QUANDO A INFÂMIA VENCEU A CIDADANIA

Por Rosenildo Gomes Ferreira (*)

O dia 15 de maio de 2006 ficará para sempre gravado na memória dos paulistanos. Foi nessa data que o medo, a irracionalidade e, por que não dizer, a infâmia venceram a cidadania. Uma série de ataques criminosos combinada com uma onda de boatos formaram o caldo de cultura necessário para acender o pavio do pânico e da covardia. Sentimentos que nos deixam prostrados diante de uma realidade que não queremos (nem devemos!) aceitar e contra a qual nos achamos impotentes e sem forças para lutar. O remédio prescrito para esses casos nos últimos 30 anos tem sido acorrer desesperadamente para a “prisão” de nossos lares. O placar dessa espécie de jogo de retórica e de ações, em boa medida tresloucadas, que vimos desde a sexta-feira anterior, pode ser contabilizado de várias formas. Podemos usar, por exemplo, o número de mortos. Até quarta-feira falou-se em 100 pessoas. Nessa conta estão suspeitos, policiais e gente que certamente estava no lugar errado, na hora errada. Podemos ainda, ilustrar esse placar macabro com a aritmética dos atentados contra ônibus, prédios públicos e agências bancárias: foram 251 ocorrências.

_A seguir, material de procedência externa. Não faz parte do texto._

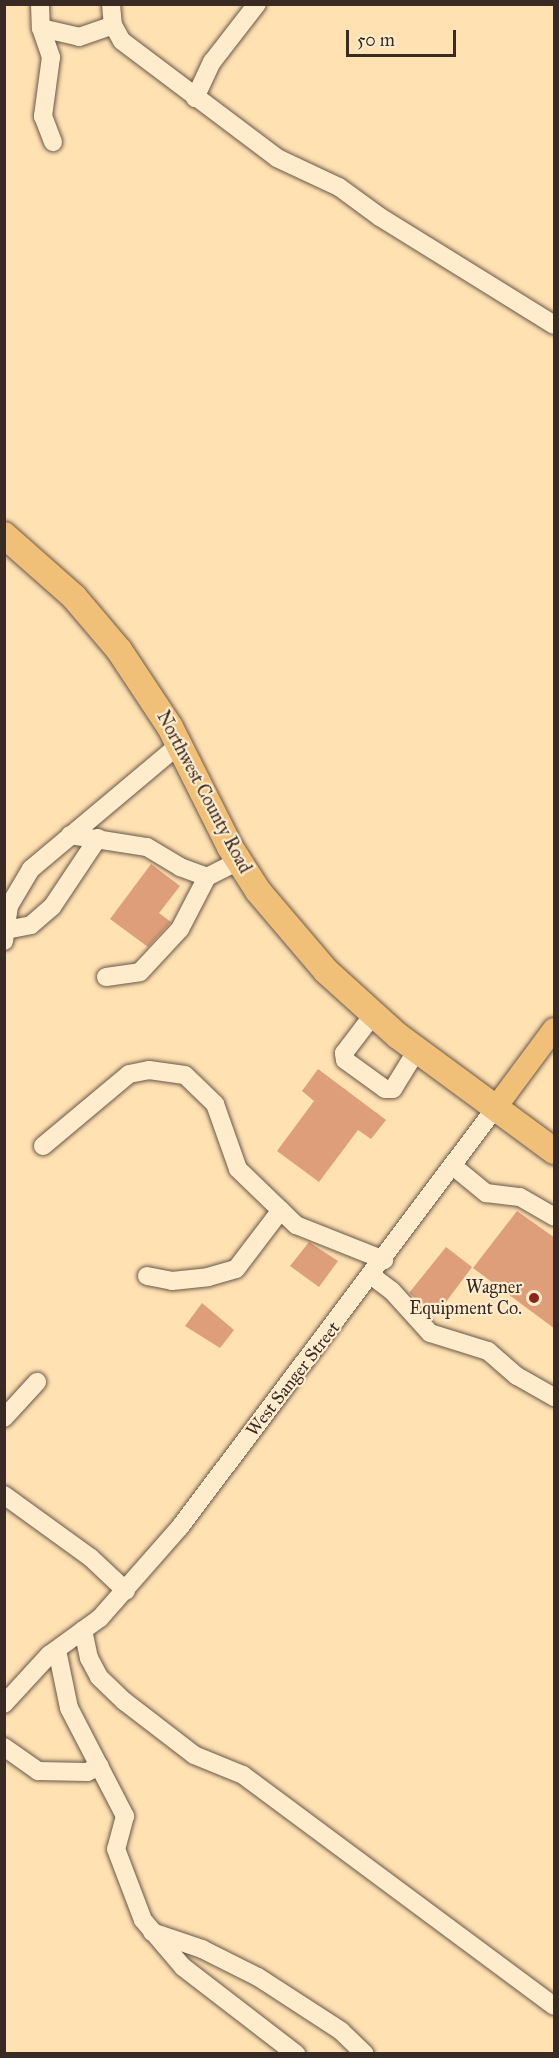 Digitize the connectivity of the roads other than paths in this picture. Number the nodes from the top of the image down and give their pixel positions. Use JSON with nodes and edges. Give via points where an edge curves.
{"nodes":[{"id":1,"x":40,"y":4,"type":"edge"},
{"id":2,"x":111,"y":4,"type":"edge"},
{"id":3,"x":257,"y":4,"type":"edge"},
{"id":4,"x":113,"y":25,"type":"junction"},
{"id":5,"x":40,"y":28,"type":"junction"},
{"id":6,"x":195,"y":98,"type":"junction"},
{"id":7,"x":53,"y":142,"type":"dead end"},
{"id":8,"x":555,"y":325,"type":"edge"},
{"id":9,"x":4,"y":535,"type":"edge"},
{"id":10,"x":179,"y":745,"type":"junction"},
{"id":11,"x":70,"y":835,"type":"junction"},
{"id":12,"x":98,"y":838,"type":"junction"},
{"id":13,"x":239,"y":861,"type":"junction"},
{"id":14,"x":207,"y":877,"type":"junction"},
{"id":15,"x":5,"y":936,"type":"edge"},
{"id":16,"x":106,"y":977,"type":"dead end"},
{"id":17,"x":373,"y":1014,"type":"junction"},
{"id":18,"x":555,"y":1029,"type":"edge"},
{"id":19,"x":417,"y":1050,"type":"junction"},
{"id":20,"x":496,"y":1107,"type":"junction"},
{"id":21,"x":43,"y":1146,"type":"dead end"},
{"id":22,"x":555,"y":1151,"type":"edge"},
{"id":23,"x":453,"y":1166,"type":"junction"},
{"id":24,"x":281,"y":1210,"type":"junction"},
{"id":25,"x":555,"y":1217,"type":"edge"},
{"id":26,"x":384,"y":1260,"type":"junction"},
{"id":27,"x":147,"y":1276,"type":"dead end"},
{"id":28,"x":372,"y":1276,"type":"junction"},
{"id":29,"x":37,"y":1383,"type":"dead end"},
{"id":30,"x":555,"y":1397,"type":"edge"},
{"id":31,"x":4,"y":1418,"type":"edge"},
{"id":32,"x":4,"y":1495,"type":"edge"},
{"id":33,"x":126,"y":1591,"type":"junction"},
{"id":34,"x":83,"y":1630,"type":"junction"},
{"id":35,"x":57,"y":1650,"type":"junction"},
{"id":36,"x":4,"y":1704,"type":"edge"},
{"id":37,"x":4,"y":1747,"type":"edge"},
{"id":38,"x":100,"y":1766,"type":"junction"},
{"id":39,"x":152,"y":1932,"type":"junction"},
{"id":40,"x":555,"y":2006,"type":"edge"},
{"id":41,"x":296,"y":2054,"type":"edge"},
{"id":42,"x":365,"y":2054,"type":"edge"}],
"edges":[{"from":1,"to":5,"type":"street"},
{"from":2,"to":4,"type":"street"},
{"from":3,"to":6,"type":"street","via":[[212,62]]},
{"from":4,"to":5,"type":"street","via":[[80,37]]},
{"from":4,"to":6,"type":"street","via":[[122,41]]},
{"from":5,"to":7,"type":"street","via":[[51,57],[43,116]]},
{"from":6,"to":8,"type":"street","via":[[277,158],[339,187],[380,217]]},
{"from":9,"to":10,"type":"highway","name":"Northwest County Road","via":[[74,597],[119,650]]},
{"from":10,"to":11,"type":"street"},
{"from":10,"to":13,"type":"highway","name":"Northwest County Road"},
{"from":11,"to":12,"type":"street"},
{"from":11,"to":15,"type":"street","via":[[31,869],[15,890]]},
{"from":12,"to":14,"type":"street","via":[[147,847]]},
{"from":12,"to":15,"type":"street","via":[[52,908],[31,925]]},
{"from":13,"to":14,"type":"street"},
{"from":13,"to":17,"type":"highway","name":"Northwest County Road","via":[[258,891],[326,970]]},
{"from":14,"to":16,"type":"street","via":[[180,929],[140,972]]},
{"from":17,"to":19,"type":"highway","name":"Northwest County Road"},
{"from":17,"to":19,"type":"street","via":[[344,1053],[345,1060],[385,1089],[393,1089]]},
{"from":18,"to":20,"type":"main road","name":"West Sanger Street"},
{"from":19,"to":20,"type":"highway","name":"Northwest County Road"},
{"from":20,"to":22,"type":"highway","name":"Northwest County Road"},
{"from":20,"to":23,"type":"street","name":"West Sanger Street"},
{"from":21,"to":24,"type":"street","via":[[129,1074],[149,1071],[185,1075],[215,1104],[238,1169]]},
{"from":23,"to":25,"type":"street","via":[[486,1193],[520,1197]]},
{"from":23,"to":26,"type":"street","name":"West Sanger Street"},
{"from":24,"to":26,"type":"street","via":[[296,1225]]},
{"from":24,"to":27,"type":"street","via":[[236,1269],[172,1281]]},
{"from":26,"to":28,"type":"street","name":"West Sanger Street"},
{"from":28,"to":30,"type":"street","via":[[392,1291],[430,1333],[488,1351],[517,1376]]},
{"from":28,"to":33,"type":"street","name":"West Sanger Street"},
{"from":29,"to":31,"type":"street"},
{"from":32,"to":33,"type":"street","via":[[91,1558]]},
{"from":33,"to":34,"type":"street","name":"West Sanger Street"},
{"from":34,"to":35,"type":"street","name":"West Sanger Street"},
{"from":34,"to":40,"type":"street","via":[[89,1658],[99,1677],[124,1701],[194,1755],[243,1775]]},
{"from":35,"to":36,"type":"street","name":"West Sanger Street"},
{"from":35,"to":38,"type":"street","via":[[69,1708]]},
{"from":37,"to":38,"type":"street","via":[[38,1771],[87,1772]]},
{"from":38,"to":39,"type":"street","via":[[125,1816],[116,1849],[143,1920]]},
{"from":39,"to":41,"type":"street","via":[[183,1967]]},
{"from":39,"to":42,"type":"street","via":[[202,1949],[258,1977],[341,2031]]}]}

Particularmente, acho que nenhum desses números é, de fato, importante. Quando daqui a 10, 20 ou 30 anos estiver rememorando esses dias com algum parente mais jovem, falarei, isso sim, da fragorosa derrota da cidadania. Da derrota de cada um de nós e especialmente da derrocada do coletivo. Falarei que a sociedade (uma parte por omissão, outra por interesse direto do ganho financeiro ou simplesmente pelo poder, em sua expressão mais canalha e covarde) acreditou que poderia construir um país cujo mote é a desigualdade, a opressão e, em última análise, a vingança.

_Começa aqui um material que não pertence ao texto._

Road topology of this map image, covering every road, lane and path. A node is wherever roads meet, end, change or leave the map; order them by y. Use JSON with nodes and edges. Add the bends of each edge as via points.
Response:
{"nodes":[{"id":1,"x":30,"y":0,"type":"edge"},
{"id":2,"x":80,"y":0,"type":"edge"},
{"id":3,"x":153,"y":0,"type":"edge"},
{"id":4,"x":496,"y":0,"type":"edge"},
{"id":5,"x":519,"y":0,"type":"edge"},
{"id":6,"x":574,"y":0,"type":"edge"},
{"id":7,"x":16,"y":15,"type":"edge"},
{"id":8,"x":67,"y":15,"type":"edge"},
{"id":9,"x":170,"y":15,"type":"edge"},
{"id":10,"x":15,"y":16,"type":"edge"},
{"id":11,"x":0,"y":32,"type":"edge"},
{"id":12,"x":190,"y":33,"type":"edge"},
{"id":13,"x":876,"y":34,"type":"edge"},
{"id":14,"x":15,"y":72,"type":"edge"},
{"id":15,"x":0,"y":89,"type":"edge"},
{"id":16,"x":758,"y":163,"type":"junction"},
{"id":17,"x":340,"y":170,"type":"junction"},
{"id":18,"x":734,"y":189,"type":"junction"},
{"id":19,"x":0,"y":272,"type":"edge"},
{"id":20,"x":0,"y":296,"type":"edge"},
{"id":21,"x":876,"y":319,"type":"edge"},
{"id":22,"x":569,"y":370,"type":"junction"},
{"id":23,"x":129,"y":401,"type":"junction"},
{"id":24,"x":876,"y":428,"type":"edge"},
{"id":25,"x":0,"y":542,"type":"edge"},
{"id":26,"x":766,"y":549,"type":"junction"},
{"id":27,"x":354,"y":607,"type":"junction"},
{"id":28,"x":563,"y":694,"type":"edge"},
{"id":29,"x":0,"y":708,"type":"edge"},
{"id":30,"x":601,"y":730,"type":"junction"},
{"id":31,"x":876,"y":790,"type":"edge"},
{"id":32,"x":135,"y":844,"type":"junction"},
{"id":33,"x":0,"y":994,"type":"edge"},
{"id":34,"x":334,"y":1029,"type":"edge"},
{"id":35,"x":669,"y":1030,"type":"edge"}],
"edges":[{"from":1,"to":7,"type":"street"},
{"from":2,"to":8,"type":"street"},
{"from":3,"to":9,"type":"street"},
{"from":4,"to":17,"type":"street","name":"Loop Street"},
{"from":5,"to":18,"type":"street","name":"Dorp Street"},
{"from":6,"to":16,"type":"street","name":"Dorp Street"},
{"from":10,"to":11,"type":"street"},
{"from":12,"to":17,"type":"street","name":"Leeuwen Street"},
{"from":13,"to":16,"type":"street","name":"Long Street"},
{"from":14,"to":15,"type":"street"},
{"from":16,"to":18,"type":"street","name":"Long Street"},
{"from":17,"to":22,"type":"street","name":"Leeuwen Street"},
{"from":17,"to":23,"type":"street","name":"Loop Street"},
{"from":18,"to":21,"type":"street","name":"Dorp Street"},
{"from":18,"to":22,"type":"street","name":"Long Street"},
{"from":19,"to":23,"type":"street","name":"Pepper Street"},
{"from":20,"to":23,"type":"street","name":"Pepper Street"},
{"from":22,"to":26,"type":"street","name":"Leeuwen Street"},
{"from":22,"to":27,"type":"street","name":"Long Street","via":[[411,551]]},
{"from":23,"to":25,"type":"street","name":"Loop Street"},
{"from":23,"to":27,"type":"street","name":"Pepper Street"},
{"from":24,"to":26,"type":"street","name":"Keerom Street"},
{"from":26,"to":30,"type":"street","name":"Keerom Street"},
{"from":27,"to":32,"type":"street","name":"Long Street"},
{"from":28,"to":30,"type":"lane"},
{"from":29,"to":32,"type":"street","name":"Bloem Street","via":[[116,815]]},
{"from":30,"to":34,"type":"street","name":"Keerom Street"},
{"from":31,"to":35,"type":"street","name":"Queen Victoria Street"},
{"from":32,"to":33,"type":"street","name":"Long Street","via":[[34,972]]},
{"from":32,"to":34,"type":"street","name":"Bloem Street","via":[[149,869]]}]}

Como antídoto para ações criminosas, de quaisquer natureza, fala-se em penas mais severas, encarceramento por longos períodos, pena de morte, etc. Fala-se em armar a polícia, comprar carros, bloquear celulares, punir, punir ... Como se a pena de morte e toda sorte de castigo cruel já não fossem componentes indispensáveis do fio que conduz a relação dos poderes constituídos com uma grande parcela da sociedade. Por outro lado, nenhuma palavra, nenhuma citação é feita no sentido de promover direitos, exigir o cumprimento das obrigações e também do estabelecimento da verdadeira Justiça. Não essa que está aí. Que é lenta, tardia e, em grande medida, falha.

Nós, integrantes da classe média e da elite brasileira, que tanto gostamos de citar os Estados Unidos e as sociedades européias mais abonadas, poderíamos também copiar-lhes o modelo de Justiça, que a despeito de algumas imperfeições pune, independentemente da cor do colarinho ou do saldo bancário. Pune na medida certa. Vejamos o caso de Martha Stewart, famosa apresentadora de TV dos EUA. Julgada e condenada por uso de informação privilegiada no mercado financeiro, ela foi encarcerada por cerca de um ano. Apenas para efeito de comparação, algum de vocês, caros leitores, imaginam ver Hebe Camargo ou Ana Maria Braga presa no Carandiru por conta de crime fiscal, por exemplo?

Distribuir Justiça é importante. Mas não o suficiente. Para construir uma sociedade justa de fato é preciso adotar parâmetros mais harmoniosos nos demais “andares do edifício social”. Por que temos de aceitar um serviço público de má qualidade? Por que, nós que pagamos uma carga tributária pesadíssima, achamos normal ter de contratar segurança, previdência, educação e saúde privadas? E por que aceitamos passivamente um Estado que nos tira tudo e dá tão pouco de volta?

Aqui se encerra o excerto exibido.